Monday, August 20, 2018

Heavy conscience...


For the past several days, I've been walking around with a heavy conscience. It's actually quite terrible timing. My brother is visiting with my two little nieces, and I had arranged for us all to go to the Sunshine Coast for a few days for some family bonding and to getaway. I got an email from my department head at one of the hospitals I work at just before I left. There was a complaint. A patient whom I saw several months ago had felt that I missed identifying a fracture on his pinky finger. And unfortunately, it had lead to some ongoing issues and difficulty in his work. I was asked to review the chart on him and comment on the case. As I didn't quite had the chance to go to the hospital to review the electronic chart before I left for our family trip, I had to wait until I get back. It weighted on me, though, the entire weekend, despite all the innocent laughter of my nieces in their countless giggles.

I was convinced I was a careless doctor. It wasn't a surprise that I could have missed something. To err is to human, I know. And working in the ER is a set-up for countless possibilities of errors. Any given moment, your mind is being torn between the case which you are currently involved with, in the midst of countless alarms and visual plus auditory distractions, as well as the occassional questions from nurses on other matters, as well as being aware of how busy the rest of the waiting room is and how far behind you are. Not to mention, as you are also involved with the care of many other patients in the department and not just one, you mind could easily be debating topics on other cases as you work through the current one. In fact, most of us accept the fact that we work in an area of constant possible errors. Which is strange, because one would believe the ER is the one place where you hope mistakes do not happen. Now, countless efforts have been given both on a systemic level and a personal one to mitigate these possible errors. Those who follow my blog knows how emotionally attached I am on trying to be the best I can be, and how aware I am of cognitive errors and how to best reduce them.

But that is not to say that errors do not happen despite all these efforts. They do, and we accept them, and try to set up a systemic network to catch them as they happen. Occasionally, as what I thought had happened in these case, things do fall through the crack. But as we have always taught our residents, just as we have always been taught ourselves from day one, that if ever you are unsure, then good close follow-up is the key. Haven't said that, nobody likes to see things being missed. And if there's one thing that this complaint reminded me of, it was how important my work is to every single patient whom I deal with every single shift. It might seem like a minor issue, having a broken pinky. But, our hands are one of the most complex and functional part of our bodies, and is intricately involved with every single minute of our livelihood. It reminded me that, sometimes, seeing patients after patients, shifts after shifts, months after months, I might loose sight of how important every single complaint is to that very person making them.

Every single decision that we make in the ER, could have life altering consequences. And we literally make hundreds of them every shift. That is the nature of our job. That is the nature of being a doctor.
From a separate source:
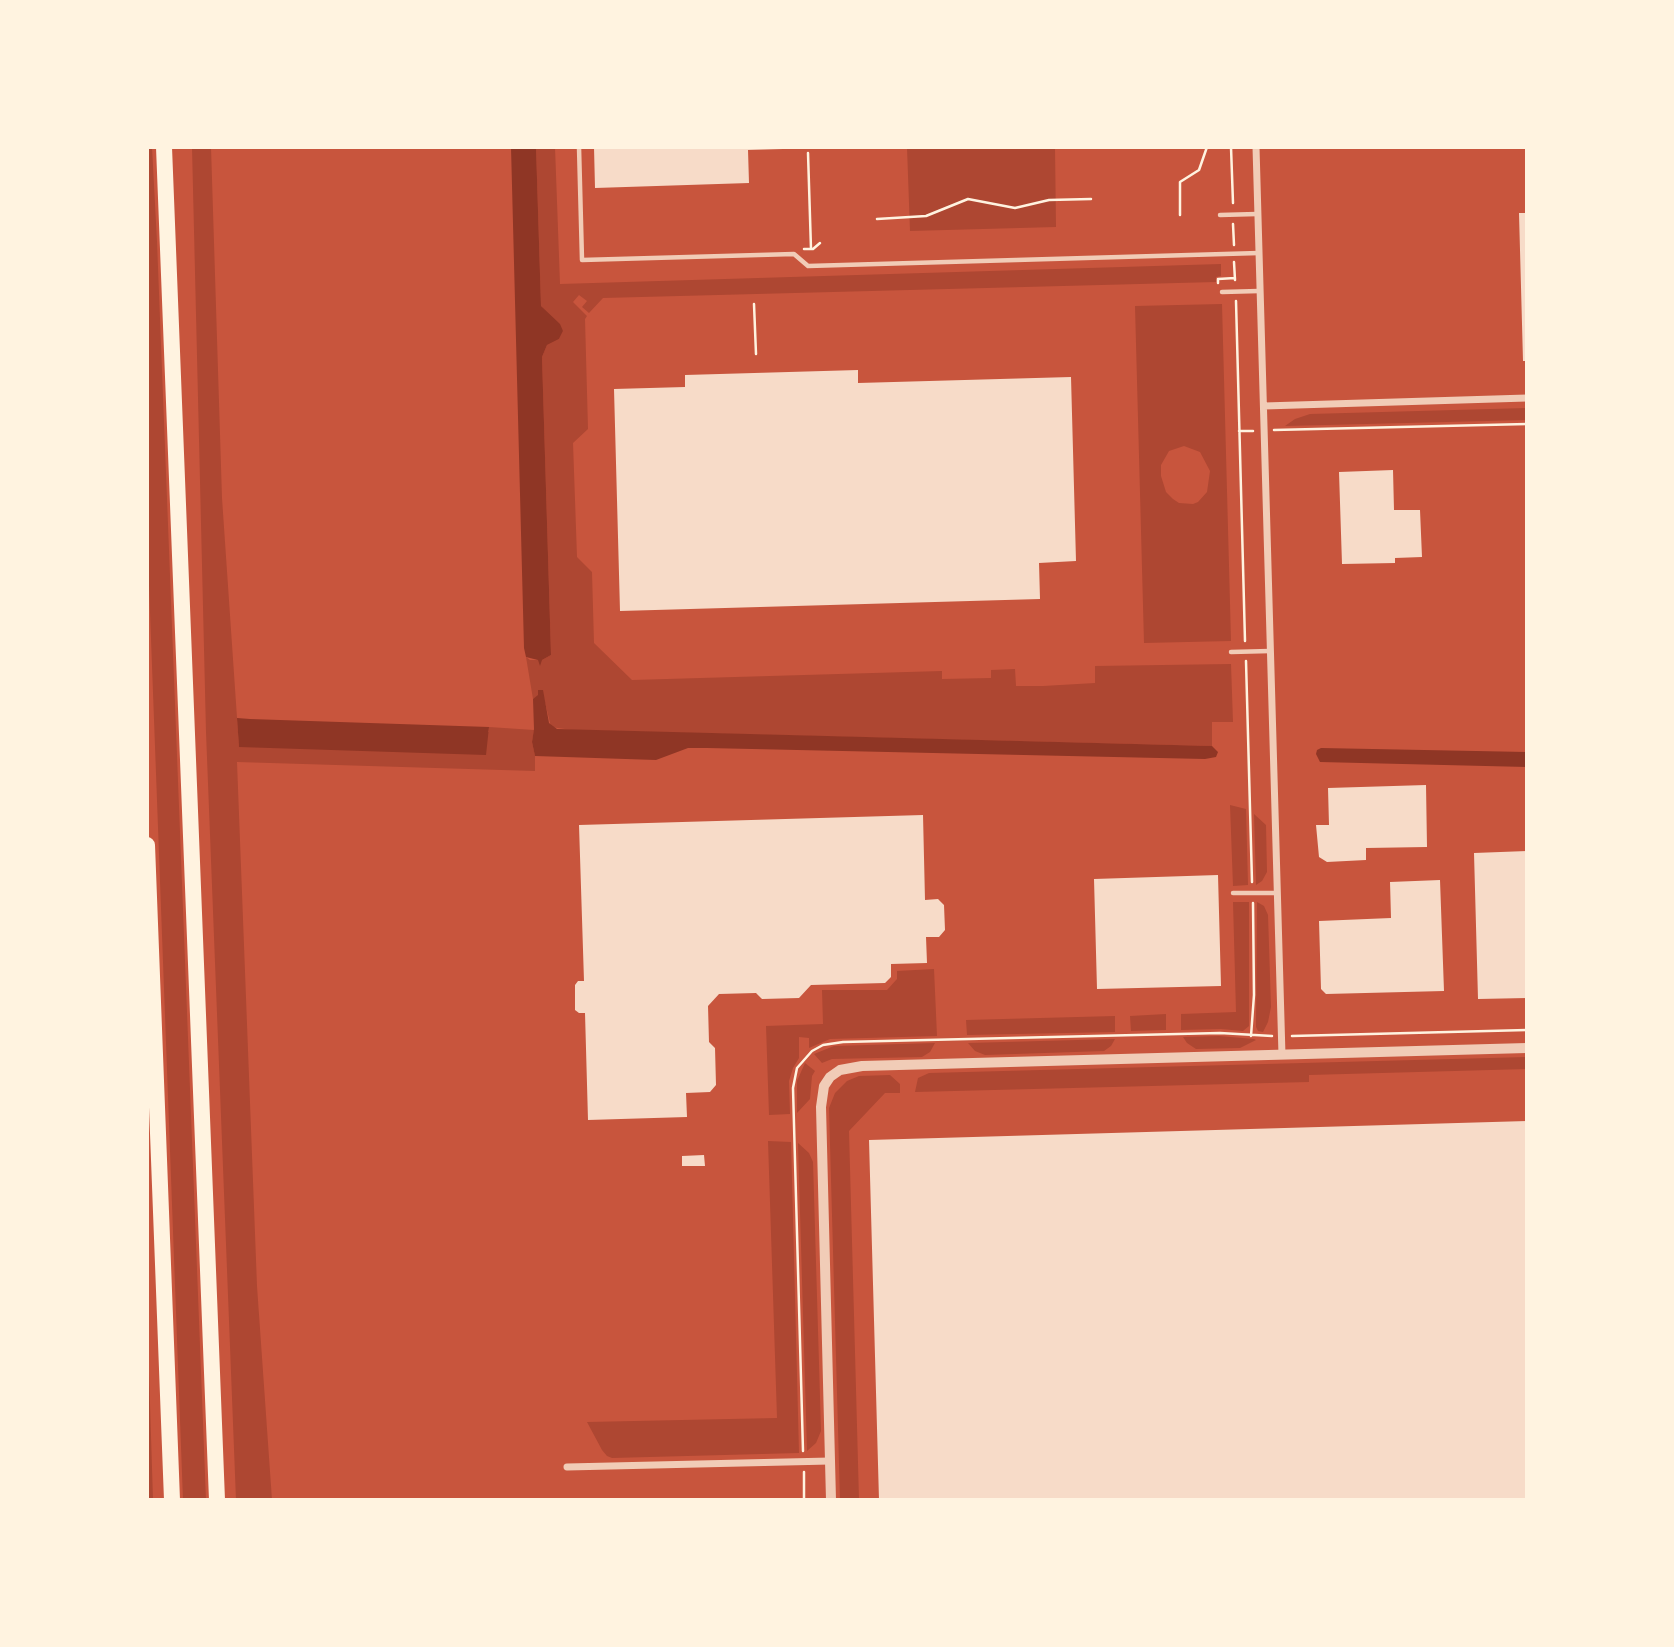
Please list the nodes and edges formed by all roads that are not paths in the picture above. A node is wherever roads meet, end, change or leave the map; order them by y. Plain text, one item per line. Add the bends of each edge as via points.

And so I was humbled, bothered, saddened, and concerned about the complaint. As soon as I got off the ferry and back in town, I excused myself from my family and went to the hospital to look up the chart.

And I was surprised by what I saw.

I had told him I thought it was likely broken. In fact, even the radiologist report of the initial x-ray wasn't sure, but clinically I told him I thought that it was. Protect it, I said, with a splint, and follow-up with your doctor in 1-2 weeks to recheck to be sure. In his complaint, he had said that I reported no fracture, and the he could follow-up with his doctor in about 4 weeks after using splint. I always never tell a patient to follow-up with their doctors in such a long duration. Perhaps he could have misunderstood me. But that was not what I intended for him, and clinically I had told him I was suspicious.
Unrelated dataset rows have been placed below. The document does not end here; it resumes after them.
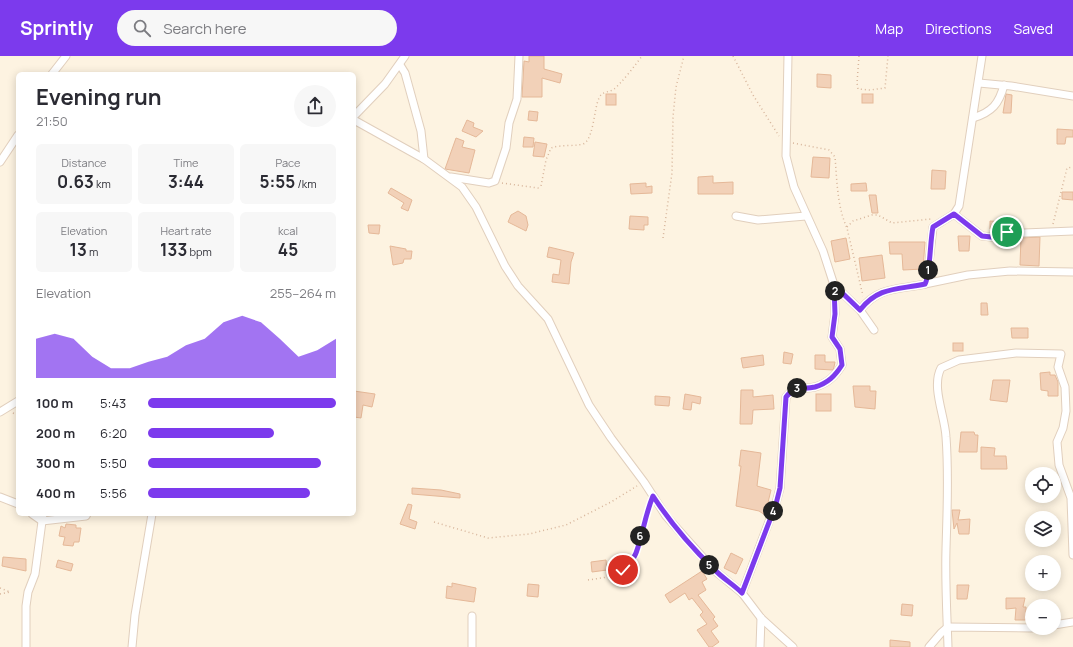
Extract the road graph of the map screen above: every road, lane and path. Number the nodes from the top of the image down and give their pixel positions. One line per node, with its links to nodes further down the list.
1 (66, 56): 12 (street)
2 (405, 56): 11 (street)
3 (519, 56): 25 (street)
4 (642, 56): 25 (path)
5 (684, 56): 33 (path)
6 (733, 56): 20 (path)
7 (788, 56): 20 (street)
8 (859, 56): 9 (path)
9 (888, 56)
10 (982, 56): 13 (street)
11 (400, 65): 16 (street); 21 (street)
12 (54, 72)
13 (979, 83): 14 (street); 17 (street)
14 (1004, 85): 15 (street); 17 (street)
15 (1073, 96)
16 (356, 114)
17 (973, 118): 26 (street)
18 (356, 121): 21 (street)
19 (16, 138): 22 (street)
20 (786, 144): 28 (street); 30 (path)
21 (424, 159): 24 (street)
22 (0, 162)
23 (1073, 167): 31 (path)
24 (448, 176): 25 (street); 42 (street)
25 (494, 182)
26 (954, 214): 29 (street); 31 (street)
27 (736, 216): 28 (street)
28 (806, 216): 36 (street)
29 (940, 221): 30 (path); 35 (street)
30 (847, 228): 37 (path)
31 (1052, 231): 32 (street)
32 (1073, 231)
33 (663, 238)
34 (1073, 272): 35 (street)
35 (925, 284): 37 (street)
36 (834, 285): 38 (street); 53 (street)
37 (865, 303): 38 (street)
38 (860, 310): 39 (street)
39 (874, 330)
40 (16, 402): 41 (street)
41 (0, 412)
42 (644, 482): 43 (street); 49 (path)
43 (653, 496): 51 (path); 53 (street)
44 (0, 497): 45 (street)
45 (16, 503)
46 (86, 516): 48 (street)
47 (152, 516): 62 (street)
48 (42, 517): 61 (street)
49 (434, 522)
50 (1073, 555): 59 (street)
51 (588, 580)
52 (0, 588): 54 (path)
53 (742, 593): 56 (street)
54 (0, 594)
55 (472, 616): 63 (street)
56 (761, 618): 64 (street); 65 (street)
57 (1073, 622): 58 (street)
58 (1061, 624)
59 (948, 627): 60 (street); 66 (street); 67 (street)
60 (1025, 628)
61 (26, 647)
62 (132, 647)
63 (472, 647)
64 (760, 647)
65 (793, 647)
66 (929, 647)
67 (948, 647)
I ran the case by a colleague who used to handle patient complaints in another hospital. I showed her the complaint letter, and my note. She said I did nothing wrong. I told her I still felt terrible. She told me to detact myself from the emotion of the moment and just stick to the facts of the case.

Sometimes, no matter what you do, people will get mad at you. Personally, I hate that, but there's nothing I can do to mitigate that. Are there things I could have done better at this case, possibly. But at the time I think I did what I felt was the right thing, and even looking back, I couldn't really say that I did anything particularly wrong. I'm not pleased the patient had a poor outcome. I'm not pleased that perhaps that could have been more I could have done. But at the end of the day, we see countless patients each day, all we can try to do is put forward our best focused efforts on each one. One teacher used to tell me, if I debate endlessly on each case before moving on, I'd be paralyzed by my thinking process, and would not be able to run the department effectively. Our job is to make quick decisions. We can only try to continue to thrive for thinking clearly in making those quick judgements, and believing in ourselves, and continue move on.

There is no winner when there is an unhappy patient. All I can do when the haze settles, is to continue to do my best, on every case big or small. Because every single decision, I know, can impact someone for life.